◆ Task objective ◆
Read through the lines below for the string "highway" and copy each one that has it.

[Data entries]

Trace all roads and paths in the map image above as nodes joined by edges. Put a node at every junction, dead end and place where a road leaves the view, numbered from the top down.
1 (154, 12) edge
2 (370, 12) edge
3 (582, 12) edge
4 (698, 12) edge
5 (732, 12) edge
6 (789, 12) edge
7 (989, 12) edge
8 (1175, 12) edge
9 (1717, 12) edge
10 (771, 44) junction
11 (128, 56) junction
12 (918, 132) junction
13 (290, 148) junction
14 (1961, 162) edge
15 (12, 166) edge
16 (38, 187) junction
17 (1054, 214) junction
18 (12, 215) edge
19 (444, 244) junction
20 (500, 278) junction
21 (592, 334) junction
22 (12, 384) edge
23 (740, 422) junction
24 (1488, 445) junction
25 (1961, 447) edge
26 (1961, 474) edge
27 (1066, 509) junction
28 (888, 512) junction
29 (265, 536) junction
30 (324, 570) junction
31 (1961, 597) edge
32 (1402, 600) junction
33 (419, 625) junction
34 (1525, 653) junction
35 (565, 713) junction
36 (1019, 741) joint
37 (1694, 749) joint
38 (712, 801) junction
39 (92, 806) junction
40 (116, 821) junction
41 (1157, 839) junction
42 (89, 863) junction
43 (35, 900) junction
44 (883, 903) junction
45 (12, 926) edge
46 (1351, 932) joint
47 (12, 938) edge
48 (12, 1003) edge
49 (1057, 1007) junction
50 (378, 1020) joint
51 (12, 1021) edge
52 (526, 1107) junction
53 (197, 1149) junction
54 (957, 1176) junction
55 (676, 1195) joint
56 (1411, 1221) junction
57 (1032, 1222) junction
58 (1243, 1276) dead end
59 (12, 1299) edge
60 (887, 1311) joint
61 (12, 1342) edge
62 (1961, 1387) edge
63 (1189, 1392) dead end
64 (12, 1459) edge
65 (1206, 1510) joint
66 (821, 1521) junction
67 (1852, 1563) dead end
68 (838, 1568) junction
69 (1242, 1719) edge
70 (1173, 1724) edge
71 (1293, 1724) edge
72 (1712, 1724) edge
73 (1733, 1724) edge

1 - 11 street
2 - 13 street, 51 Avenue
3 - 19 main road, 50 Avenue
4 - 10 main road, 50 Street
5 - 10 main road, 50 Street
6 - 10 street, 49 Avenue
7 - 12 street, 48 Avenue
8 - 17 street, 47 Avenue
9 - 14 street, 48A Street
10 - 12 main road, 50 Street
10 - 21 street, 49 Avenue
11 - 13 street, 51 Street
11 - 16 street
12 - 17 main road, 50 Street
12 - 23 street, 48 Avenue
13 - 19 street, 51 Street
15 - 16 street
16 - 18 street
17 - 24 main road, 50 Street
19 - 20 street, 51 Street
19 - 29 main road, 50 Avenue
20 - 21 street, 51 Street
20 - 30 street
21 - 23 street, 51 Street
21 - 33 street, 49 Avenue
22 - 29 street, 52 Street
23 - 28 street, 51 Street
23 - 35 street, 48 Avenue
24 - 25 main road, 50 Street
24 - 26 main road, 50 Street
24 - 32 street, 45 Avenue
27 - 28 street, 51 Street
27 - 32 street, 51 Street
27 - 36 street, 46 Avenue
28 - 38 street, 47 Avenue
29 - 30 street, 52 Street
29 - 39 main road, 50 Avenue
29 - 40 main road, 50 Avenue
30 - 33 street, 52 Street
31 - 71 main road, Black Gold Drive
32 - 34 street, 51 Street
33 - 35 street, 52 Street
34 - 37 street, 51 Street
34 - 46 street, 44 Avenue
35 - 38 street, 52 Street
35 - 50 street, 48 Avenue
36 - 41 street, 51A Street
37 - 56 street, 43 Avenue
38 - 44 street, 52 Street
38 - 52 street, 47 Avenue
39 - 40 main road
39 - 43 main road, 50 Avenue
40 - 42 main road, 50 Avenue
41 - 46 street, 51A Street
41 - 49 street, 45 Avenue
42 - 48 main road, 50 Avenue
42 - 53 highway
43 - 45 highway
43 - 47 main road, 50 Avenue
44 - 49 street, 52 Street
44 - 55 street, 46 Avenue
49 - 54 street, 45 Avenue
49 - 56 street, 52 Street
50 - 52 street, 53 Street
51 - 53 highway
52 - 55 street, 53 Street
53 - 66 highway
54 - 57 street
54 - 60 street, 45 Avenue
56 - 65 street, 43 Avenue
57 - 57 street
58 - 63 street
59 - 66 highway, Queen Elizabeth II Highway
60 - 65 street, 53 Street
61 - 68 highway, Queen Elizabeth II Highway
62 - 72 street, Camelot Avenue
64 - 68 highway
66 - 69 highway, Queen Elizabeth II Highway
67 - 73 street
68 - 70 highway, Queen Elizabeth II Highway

◆ Solution below ◆
42 - 53 highway
43 - 45 highway
51 - 53 highway
53 - 66 highway
59 - 66 highway, Queen Elizabeth II Highway
61 - 68 highway, Queen Elizabeth II Highway
64 - 68 highway
66 - 69 highway, Queen Elizabeth II Highway
68 - 70 highway, Queen Elizabeth II Highway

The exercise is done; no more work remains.